[WORK REQUIRED]:
Copy from the first line below down to and including the line with "function stroke(path, color, width, dash)". Skip the pictures.

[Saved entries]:
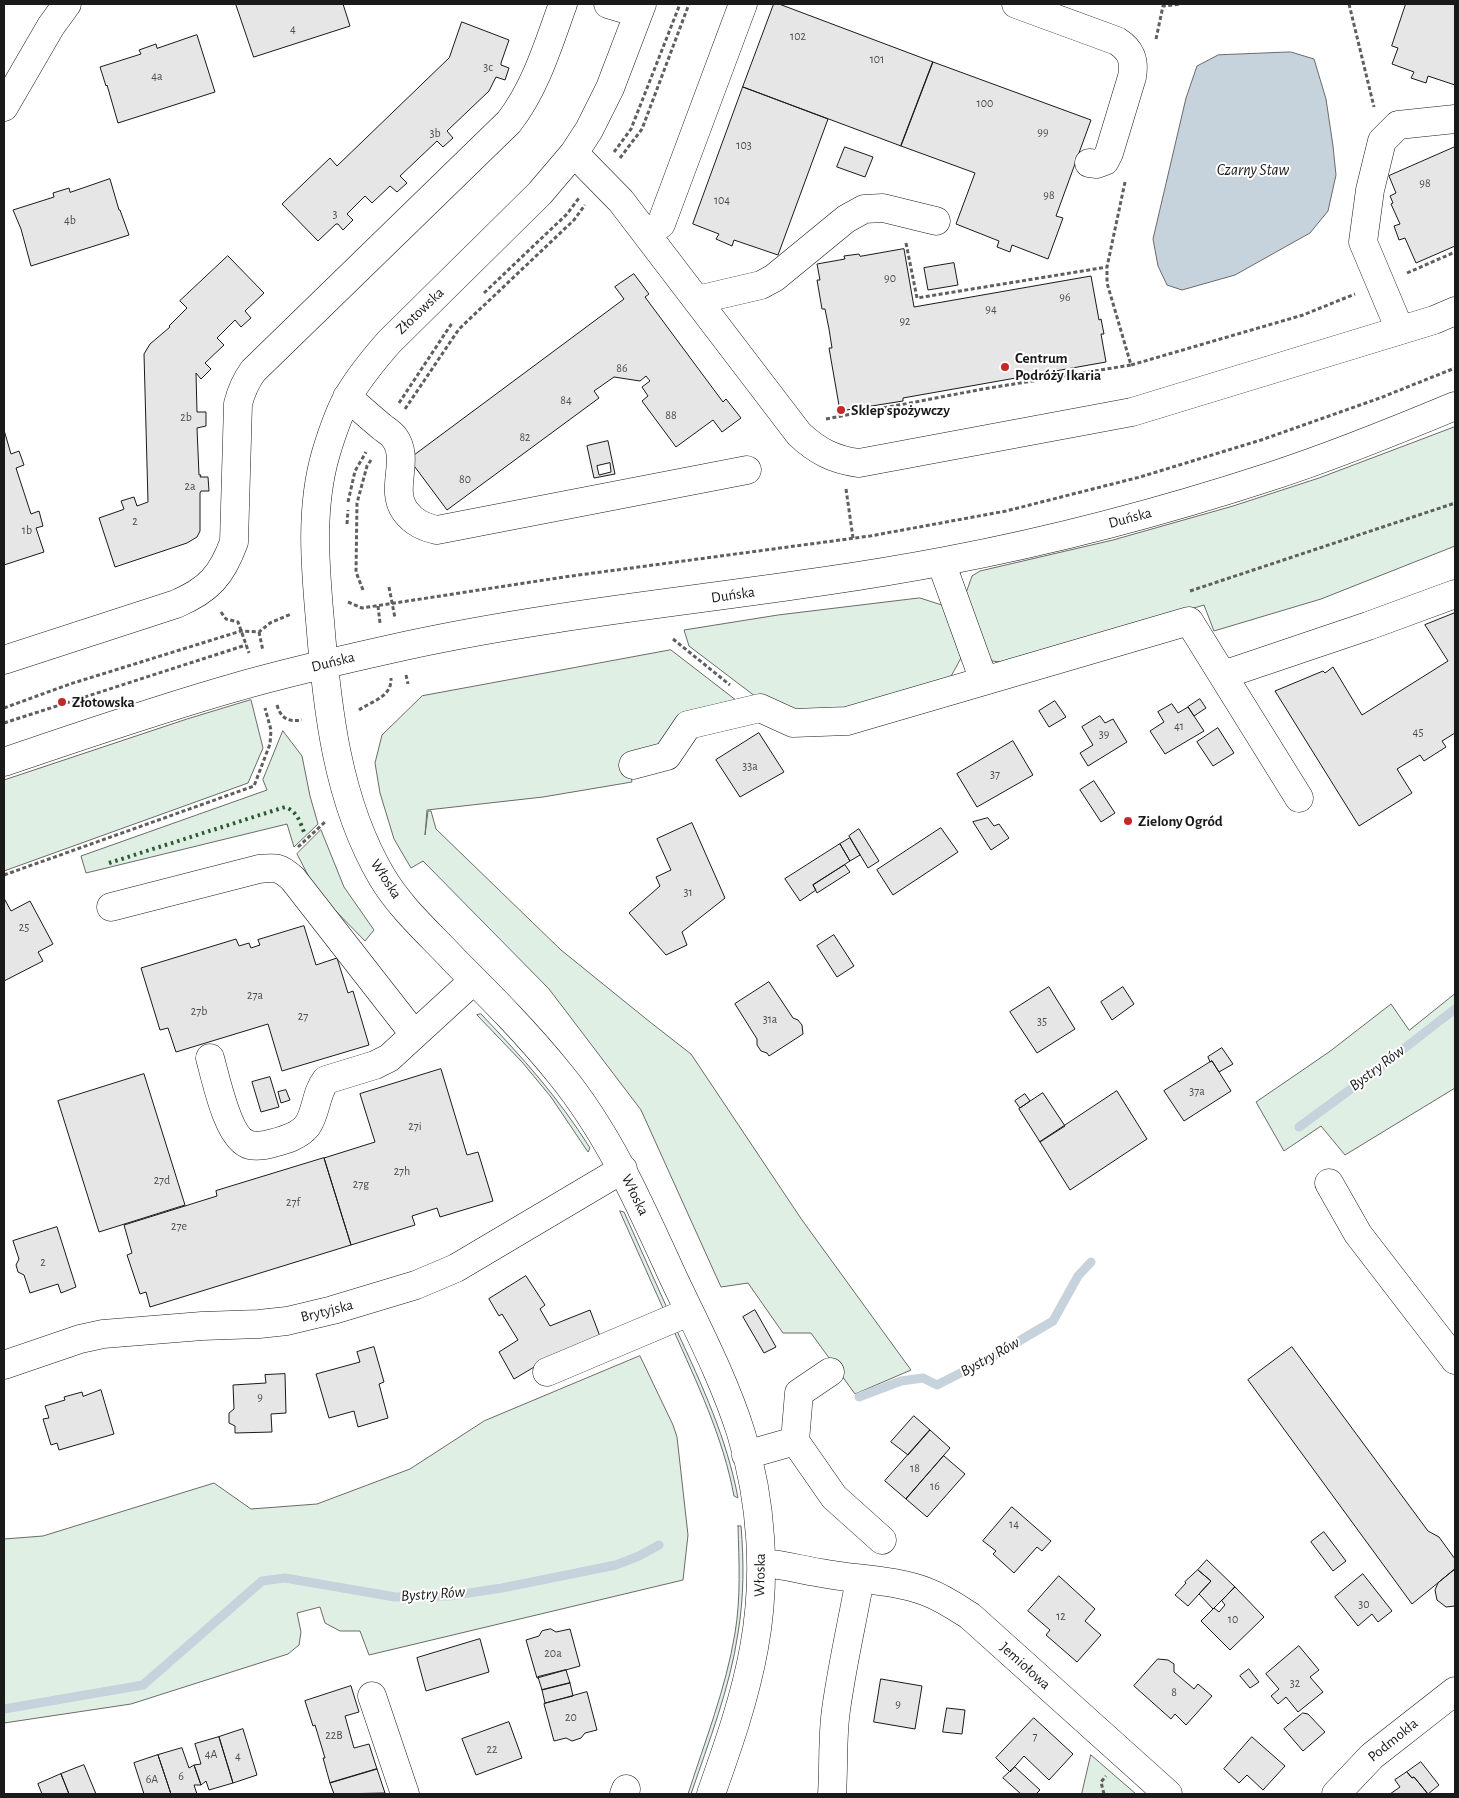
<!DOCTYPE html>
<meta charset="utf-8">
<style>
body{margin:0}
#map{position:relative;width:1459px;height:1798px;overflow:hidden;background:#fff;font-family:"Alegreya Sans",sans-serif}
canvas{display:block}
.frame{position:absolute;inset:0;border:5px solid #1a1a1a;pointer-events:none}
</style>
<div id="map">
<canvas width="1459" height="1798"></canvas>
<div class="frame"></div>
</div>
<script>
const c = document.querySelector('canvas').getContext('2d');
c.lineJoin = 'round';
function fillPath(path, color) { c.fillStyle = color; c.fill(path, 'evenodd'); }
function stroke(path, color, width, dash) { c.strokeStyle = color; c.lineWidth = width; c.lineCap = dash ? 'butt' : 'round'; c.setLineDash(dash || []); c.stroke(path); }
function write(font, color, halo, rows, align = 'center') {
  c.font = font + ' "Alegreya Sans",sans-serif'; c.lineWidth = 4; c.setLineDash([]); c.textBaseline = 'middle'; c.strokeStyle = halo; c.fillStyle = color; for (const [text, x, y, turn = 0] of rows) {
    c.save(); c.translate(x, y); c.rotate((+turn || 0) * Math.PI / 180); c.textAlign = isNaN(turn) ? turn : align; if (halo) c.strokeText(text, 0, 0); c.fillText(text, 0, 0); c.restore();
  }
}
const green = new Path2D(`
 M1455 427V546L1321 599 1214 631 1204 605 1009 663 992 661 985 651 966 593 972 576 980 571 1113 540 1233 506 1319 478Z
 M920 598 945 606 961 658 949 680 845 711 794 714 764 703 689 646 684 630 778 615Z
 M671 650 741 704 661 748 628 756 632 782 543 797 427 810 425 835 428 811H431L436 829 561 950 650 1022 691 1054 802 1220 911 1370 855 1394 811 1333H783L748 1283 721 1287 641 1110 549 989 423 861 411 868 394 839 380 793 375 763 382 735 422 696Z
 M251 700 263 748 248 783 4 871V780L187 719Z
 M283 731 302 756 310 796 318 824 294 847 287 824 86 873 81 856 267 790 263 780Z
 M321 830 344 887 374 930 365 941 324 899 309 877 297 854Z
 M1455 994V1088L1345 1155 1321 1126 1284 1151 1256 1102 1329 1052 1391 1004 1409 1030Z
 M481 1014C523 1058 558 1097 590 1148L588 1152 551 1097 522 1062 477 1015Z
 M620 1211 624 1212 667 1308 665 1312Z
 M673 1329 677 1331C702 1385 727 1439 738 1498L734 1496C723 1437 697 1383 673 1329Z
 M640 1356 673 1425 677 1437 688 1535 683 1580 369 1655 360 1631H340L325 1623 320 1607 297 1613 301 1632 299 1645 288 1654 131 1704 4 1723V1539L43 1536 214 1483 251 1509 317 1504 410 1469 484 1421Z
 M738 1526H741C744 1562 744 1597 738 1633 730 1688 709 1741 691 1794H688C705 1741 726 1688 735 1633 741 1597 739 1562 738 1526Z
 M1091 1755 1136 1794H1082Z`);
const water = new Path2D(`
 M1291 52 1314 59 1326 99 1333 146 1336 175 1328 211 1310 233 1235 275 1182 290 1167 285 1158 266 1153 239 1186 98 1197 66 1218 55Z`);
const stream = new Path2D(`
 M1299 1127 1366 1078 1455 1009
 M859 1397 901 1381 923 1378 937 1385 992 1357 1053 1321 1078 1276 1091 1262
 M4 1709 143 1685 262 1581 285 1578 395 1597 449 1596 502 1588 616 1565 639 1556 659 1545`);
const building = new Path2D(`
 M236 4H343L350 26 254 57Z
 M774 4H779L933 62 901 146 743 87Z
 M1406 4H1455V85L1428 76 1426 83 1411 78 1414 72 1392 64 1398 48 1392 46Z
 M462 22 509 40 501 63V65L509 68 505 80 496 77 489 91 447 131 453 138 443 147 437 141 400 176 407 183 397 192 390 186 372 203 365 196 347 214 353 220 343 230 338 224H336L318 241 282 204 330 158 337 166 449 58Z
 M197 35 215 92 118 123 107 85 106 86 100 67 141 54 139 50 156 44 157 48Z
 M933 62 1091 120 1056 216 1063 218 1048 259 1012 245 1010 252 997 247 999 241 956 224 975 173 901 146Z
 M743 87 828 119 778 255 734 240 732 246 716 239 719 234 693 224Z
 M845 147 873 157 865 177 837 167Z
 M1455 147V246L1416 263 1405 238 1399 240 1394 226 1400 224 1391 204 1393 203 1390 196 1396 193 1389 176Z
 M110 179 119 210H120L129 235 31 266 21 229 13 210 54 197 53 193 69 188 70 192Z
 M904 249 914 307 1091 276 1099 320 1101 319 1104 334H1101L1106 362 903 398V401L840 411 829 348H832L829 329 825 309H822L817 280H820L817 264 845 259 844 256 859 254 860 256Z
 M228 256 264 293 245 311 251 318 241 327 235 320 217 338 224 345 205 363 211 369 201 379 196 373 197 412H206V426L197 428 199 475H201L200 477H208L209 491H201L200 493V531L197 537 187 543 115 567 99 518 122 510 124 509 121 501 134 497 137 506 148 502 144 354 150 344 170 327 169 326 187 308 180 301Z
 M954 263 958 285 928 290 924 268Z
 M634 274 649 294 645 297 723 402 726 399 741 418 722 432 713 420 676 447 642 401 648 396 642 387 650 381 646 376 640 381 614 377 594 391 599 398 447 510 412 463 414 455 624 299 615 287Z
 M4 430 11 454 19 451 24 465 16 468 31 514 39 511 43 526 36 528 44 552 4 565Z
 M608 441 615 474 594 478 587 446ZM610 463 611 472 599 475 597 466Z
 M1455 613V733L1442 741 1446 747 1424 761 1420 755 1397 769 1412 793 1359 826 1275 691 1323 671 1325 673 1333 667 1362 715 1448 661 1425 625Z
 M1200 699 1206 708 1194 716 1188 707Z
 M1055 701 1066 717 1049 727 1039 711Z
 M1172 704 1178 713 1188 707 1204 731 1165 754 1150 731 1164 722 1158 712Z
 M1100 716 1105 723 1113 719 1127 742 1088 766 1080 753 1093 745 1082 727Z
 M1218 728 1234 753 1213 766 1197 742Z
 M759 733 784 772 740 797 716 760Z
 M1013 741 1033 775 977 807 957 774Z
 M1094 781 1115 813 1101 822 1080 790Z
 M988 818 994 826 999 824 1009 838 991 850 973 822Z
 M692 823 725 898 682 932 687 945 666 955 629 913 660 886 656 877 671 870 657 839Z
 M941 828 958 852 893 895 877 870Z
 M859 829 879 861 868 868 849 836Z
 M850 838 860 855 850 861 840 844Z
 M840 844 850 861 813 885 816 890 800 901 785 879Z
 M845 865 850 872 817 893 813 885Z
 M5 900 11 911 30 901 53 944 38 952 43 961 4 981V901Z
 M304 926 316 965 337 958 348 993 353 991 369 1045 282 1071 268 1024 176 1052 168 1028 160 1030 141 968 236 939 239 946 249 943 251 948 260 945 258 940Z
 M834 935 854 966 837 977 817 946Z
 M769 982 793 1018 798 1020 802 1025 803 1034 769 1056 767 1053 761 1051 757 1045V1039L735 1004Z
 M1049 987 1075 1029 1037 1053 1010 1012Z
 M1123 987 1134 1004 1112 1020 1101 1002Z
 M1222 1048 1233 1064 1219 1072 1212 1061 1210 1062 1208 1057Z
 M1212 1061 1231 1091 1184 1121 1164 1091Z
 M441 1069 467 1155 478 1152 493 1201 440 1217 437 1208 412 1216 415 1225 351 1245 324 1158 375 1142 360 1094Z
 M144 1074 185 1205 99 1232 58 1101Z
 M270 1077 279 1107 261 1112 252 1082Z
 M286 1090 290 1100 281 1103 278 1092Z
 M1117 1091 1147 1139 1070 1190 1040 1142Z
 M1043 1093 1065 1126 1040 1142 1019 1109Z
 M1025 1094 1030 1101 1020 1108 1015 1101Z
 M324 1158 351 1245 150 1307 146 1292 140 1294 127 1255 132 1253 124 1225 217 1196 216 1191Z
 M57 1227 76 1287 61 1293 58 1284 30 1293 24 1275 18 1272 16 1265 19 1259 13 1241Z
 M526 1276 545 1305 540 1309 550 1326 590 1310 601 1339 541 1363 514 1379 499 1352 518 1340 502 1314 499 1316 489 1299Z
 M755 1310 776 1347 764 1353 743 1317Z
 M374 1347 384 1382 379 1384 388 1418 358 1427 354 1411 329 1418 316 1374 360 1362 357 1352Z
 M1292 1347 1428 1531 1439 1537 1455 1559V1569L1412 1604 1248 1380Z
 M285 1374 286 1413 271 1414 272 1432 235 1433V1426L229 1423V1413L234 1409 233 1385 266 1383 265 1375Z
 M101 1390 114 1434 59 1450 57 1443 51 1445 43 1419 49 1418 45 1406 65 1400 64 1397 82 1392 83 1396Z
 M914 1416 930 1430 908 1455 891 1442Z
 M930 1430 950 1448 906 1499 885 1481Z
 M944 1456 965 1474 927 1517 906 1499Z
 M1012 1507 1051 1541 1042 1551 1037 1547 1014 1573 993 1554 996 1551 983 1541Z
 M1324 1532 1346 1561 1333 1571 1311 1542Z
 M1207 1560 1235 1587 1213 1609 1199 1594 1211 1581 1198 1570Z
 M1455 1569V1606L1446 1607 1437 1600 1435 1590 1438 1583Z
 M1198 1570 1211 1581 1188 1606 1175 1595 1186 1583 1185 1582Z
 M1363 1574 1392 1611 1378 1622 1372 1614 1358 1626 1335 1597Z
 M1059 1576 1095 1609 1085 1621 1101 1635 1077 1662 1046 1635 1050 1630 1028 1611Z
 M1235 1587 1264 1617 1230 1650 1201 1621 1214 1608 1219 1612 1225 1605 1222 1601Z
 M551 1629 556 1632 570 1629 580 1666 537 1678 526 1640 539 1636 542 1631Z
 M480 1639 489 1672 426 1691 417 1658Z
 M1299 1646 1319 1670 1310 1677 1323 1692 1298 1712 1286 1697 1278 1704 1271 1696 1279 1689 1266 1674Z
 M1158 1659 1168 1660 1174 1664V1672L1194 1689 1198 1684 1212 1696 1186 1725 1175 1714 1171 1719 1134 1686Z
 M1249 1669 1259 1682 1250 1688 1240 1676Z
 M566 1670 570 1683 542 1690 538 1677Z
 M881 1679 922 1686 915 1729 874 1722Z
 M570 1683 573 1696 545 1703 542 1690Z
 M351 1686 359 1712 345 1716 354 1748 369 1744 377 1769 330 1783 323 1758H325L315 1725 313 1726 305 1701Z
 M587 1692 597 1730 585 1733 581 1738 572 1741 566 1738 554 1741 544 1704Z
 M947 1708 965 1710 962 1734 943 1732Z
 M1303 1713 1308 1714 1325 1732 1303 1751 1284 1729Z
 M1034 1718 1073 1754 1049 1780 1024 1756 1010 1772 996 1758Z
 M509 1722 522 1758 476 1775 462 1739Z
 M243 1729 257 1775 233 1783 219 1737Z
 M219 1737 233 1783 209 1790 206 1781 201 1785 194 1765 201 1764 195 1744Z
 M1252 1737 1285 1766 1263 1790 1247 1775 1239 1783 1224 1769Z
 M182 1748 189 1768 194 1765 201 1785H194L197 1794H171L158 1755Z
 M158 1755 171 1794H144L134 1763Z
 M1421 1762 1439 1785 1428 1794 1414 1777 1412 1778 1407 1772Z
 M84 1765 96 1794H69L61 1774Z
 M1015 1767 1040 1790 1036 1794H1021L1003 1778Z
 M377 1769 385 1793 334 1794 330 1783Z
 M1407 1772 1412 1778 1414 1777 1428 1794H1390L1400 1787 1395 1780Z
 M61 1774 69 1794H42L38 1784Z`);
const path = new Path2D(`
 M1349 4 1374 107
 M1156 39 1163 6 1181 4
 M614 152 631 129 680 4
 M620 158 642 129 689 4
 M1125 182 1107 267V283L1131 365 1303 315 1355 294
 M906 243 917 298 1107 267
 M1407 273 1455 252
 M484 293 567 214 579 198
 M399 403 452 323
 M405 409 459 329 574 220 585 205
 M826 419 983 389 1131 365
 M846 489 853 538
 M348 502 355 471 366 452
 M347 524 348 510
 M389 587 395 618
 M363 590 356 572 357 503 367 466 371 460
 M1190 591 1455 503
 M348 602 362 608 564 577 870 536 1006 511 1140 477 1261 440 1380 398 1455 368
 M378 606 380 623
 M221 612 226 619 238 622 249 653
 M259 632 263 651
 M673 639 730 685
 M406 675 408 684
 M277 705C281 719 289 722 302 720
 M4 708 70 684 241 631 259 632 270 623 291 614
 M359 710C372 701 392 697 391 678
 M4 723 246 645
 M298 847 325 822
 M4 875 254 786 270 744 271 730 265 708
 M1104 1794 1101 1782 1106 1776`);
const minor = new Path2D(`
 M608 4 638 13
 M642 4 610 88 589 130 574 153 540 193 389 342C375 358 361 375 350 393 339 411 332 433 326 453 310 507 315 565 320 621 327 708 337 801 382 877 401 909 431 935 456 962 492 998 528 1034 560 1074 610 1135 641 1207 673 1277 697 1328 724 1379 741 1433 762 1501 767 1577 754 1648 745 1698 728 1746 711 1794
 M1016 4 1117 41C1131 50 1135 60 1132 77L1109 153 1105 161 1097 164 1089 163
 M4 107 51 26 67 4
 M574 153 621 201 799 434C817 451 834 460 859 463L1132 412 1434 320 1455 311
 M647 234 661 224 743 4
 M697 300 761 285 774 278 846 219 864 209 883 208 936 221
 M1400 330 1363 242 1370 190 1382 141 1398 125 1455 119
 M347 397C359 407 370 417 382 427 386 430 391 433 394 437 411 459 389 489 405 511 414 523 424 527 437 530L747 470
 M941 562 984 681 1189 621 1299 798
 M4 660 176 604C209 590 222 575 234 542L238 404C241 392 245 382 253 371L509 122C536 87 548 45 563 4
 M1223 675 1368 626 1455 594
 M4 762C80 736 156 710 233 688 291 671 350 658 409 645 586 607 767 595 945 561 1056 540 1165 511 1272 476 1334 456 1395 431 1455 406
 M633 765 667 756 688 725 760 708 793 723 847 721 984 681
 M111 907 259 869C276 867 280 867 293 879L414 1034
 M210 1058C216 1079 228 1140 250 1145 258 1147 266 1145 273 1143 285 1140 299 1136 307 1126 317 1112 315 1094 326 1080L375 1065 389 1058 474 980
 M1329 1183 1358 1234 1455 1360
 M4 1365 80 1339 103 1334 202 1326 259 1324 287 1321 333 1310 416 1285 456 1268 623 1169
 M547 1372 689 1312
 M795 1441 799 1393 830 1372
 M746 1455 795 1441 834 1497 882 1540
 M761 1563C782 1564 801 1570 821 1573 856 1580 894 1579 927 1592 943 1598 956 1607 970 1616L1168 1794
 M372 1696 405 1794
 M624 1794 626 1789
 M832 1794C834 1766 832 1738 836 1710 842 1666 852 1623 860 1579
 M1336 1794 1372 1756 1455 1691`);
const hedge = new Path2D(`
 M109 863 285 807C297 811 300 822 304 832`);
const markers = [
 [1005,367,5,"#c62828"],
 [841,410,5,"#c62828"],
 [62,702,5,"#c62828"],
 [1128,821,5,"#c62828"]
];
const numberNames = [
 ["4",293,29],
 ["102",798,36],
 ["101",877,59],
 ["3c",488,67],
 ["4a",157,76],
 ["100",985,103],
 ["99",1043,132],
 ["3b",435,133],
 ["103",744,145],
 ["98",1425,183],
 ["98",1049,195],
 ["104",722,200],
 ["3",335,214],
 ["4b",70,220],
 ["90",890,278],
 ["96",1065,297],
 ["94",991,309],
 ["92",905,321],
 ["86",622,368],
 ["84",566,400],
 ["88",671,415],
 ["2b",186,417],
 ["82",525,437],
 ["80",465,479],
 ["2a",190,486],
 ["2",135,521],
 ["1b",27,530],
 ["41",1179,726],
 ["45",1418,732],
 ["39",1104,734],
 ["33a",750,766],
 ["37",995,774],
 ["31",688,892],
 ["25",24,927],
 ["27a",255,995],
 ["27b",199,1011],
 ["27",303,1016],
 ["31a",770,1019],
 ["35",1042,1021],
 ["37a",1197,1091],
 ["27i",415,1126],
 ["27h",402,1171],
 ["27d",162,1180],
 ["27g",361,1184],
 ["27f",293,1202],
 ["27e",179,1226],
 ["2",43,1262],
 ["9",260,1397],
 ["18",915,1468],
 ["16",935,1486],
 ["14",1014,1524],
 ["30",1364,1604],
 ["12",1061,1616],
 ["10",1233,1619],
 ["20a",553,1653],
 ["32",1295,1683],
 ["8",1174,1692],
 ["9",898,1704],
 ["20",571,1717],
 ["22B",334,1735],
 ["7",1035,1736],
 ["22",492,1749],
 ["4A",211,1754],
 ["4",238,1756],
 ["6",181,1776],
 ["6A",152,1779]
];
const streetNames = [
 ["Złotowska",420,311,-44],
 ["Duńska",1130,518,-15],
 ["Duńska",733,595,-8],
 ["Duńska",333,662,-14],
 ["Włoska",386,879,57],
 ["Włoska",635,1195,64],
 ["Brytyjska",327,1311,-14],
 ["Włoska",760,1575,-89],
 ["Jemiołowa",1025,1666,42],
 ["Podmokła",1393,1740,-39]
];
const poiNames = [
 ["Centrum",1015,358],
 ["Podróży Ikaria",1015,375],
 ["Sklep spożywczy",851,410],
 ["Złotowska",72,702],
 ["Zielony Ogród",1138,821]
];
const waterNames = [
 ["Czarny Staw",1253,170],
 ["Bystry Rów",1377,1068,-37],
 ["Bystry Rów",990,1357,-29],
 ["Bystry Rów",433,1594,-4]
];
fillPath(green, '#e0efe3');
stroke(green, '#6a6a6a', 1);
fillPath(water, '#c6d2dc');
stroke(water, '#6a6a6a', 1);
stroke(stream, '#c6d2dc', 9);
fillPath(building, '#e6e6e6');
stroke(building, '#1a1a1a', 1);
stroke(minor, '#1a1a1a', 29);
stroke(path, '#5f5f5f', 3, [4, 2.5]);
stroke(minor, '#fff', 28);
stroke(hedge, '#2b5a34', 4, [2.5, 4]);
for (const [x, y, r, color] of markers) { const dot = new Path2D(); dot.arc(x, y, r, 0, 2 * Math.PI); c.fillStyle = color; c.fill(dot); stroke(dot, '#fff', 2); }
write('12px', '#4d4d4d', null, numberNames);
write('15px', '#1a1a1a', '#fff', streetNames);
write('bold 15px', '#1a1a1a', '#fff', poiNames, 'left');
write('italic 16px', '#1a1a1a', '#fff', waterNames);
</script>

[SOLUTION]:
<!DOCTYPE html>
<meta charset="utf-8">
<style>
body{margin:0}
#map{position:relative;width:1459px;height:1798px;overflow:hidden;background:#fff;font-family:"Alegreya Sans",sans-serif}
canvas{display:block}
.frame{position:absolute;inset:0;border:5px solid #1a1a1a;pointer-events:none}
</style>
<div id="map">
<canvas width="1459" height="1798"></canvas>
<div class="frame"></div>
</div>
<script>
const c = document.querySelector('canvas').getContext('2d');
c.lineJoin = 'round';
function fillPath(path, color) { c.fillStyle = color; c.fill(path, 'evenodd'); }
function stroke(path, color, width, dash) { c.strokeStyle = color; c.lineWidth = width; c.lineCap = dash ? 'butt' : 'round'; c.setLineDash(dash || []); c.stroke(path); }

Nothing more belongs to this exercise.